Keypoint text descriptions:
>>>>>
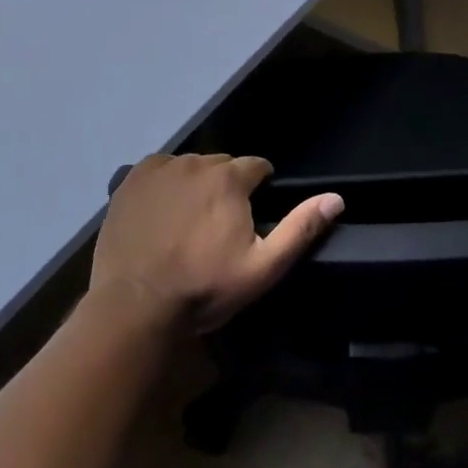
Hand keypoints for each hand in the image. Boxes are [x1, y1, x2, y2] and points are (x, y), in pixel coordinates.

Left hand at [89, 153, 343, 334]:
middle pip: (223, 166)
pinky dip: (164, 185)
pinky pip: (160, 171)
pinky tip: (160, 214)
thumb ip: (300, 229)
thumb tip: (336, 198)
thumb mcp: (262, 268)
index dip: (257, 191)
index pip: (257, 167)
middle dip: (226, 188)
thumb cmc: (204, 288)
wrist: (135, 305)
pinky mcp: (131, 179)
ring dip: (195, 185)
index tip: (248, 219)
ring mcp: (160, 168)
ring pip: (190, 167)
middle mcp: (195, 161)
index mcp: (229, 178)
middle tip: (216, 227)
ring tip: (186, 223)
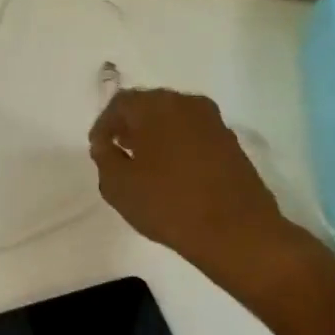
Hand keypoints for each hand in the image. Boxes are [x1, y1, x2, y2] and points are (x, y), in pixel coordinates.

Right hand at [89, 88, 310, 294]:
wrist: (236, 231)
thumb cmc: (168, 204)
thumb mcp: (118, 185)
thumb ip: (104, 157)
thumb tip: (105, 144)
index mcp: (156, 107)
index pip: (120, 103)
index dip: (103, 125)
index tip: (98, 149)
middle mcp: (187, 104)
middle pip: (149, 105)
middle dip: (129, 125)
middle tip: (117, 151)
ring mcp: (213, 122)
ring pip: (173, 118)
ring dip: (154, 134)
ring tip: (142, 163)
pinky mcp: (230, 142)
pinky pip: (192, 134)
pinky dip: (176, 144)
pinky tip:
<<<<<
>>>>>
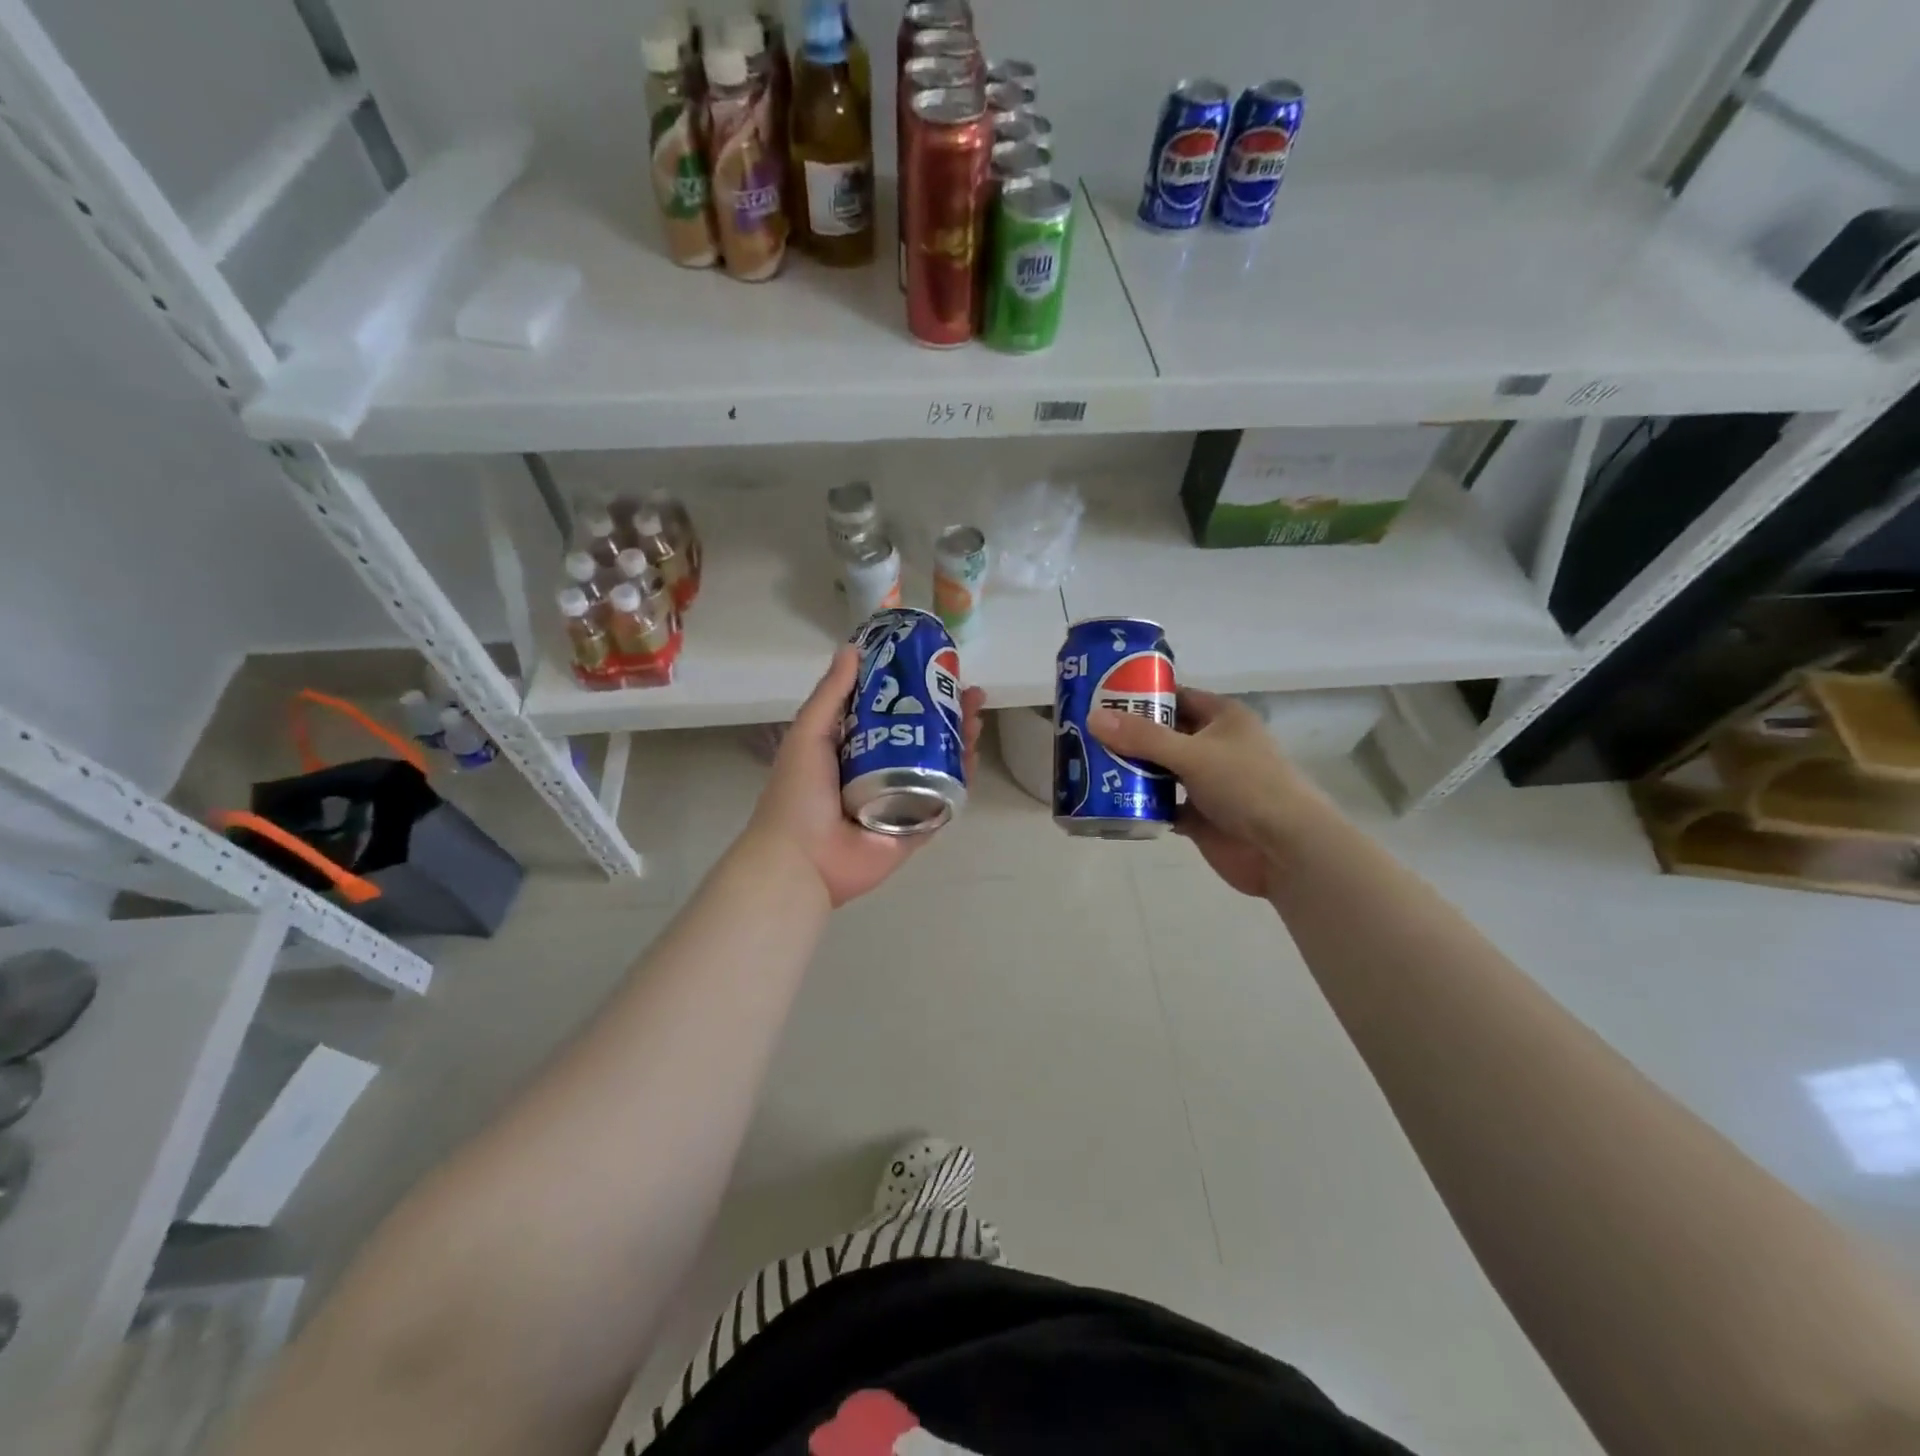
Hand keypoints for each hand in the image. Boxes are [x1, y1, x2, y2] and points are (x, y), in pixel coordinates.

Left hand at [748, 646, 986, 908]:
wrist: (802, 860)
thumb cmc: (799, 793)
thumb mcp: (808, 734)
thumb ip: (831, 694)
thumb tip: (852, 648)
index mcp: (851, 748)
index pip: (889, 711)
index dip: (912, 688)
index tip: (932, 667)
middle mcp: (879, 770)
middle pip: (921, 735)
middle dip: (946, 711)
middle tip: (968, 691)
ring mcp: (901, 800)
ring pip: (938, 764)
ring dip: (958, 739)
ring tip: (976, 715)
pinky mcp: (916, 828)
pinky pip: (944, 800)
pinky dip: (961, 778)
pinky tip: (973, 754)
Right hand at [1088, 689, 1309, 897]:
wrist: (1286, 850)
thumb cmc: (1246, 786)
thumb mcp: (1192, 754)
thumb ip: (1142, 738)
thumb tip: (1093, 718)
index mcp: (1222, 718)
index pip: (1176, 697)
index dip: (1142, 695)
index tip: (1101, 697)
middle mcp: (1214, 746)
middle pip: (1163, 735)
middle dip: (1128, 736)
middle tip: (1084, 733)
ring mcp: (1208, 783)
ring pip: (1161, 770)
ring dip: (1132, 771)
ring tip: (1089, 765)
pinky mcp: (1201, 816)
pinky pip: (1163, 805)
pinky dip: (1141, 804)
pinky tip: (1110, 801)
<<<<<
Work task: Your answer should be the lines above from the one containing "middle dip: (946, 711)" through the one containing "index mcp: (1222, 718)", copied exactly and with both ends kept.

Answer to the problem:
middle dip: (946, 711)
middle tip: (968, 691)
ring mcp: (901, 800)
ring pip: (938, 764)
ring dip: (958, 739)
ring tip: (976, 715)
pinky mcp: (916, 828)
pinky pip: (944, 800)
pinky dip: (961, 778)
pinky tip: (973, 754)
Right hand at [1088, 689, 1309, 897]:
wrist: (1286, 850)
thumb cmc: (1246, 786)
thumb mcp: (1192, 754)
thumb ip: (1142, 738)
thumb tip: (1093, 718)
index mcp: (1222, 718)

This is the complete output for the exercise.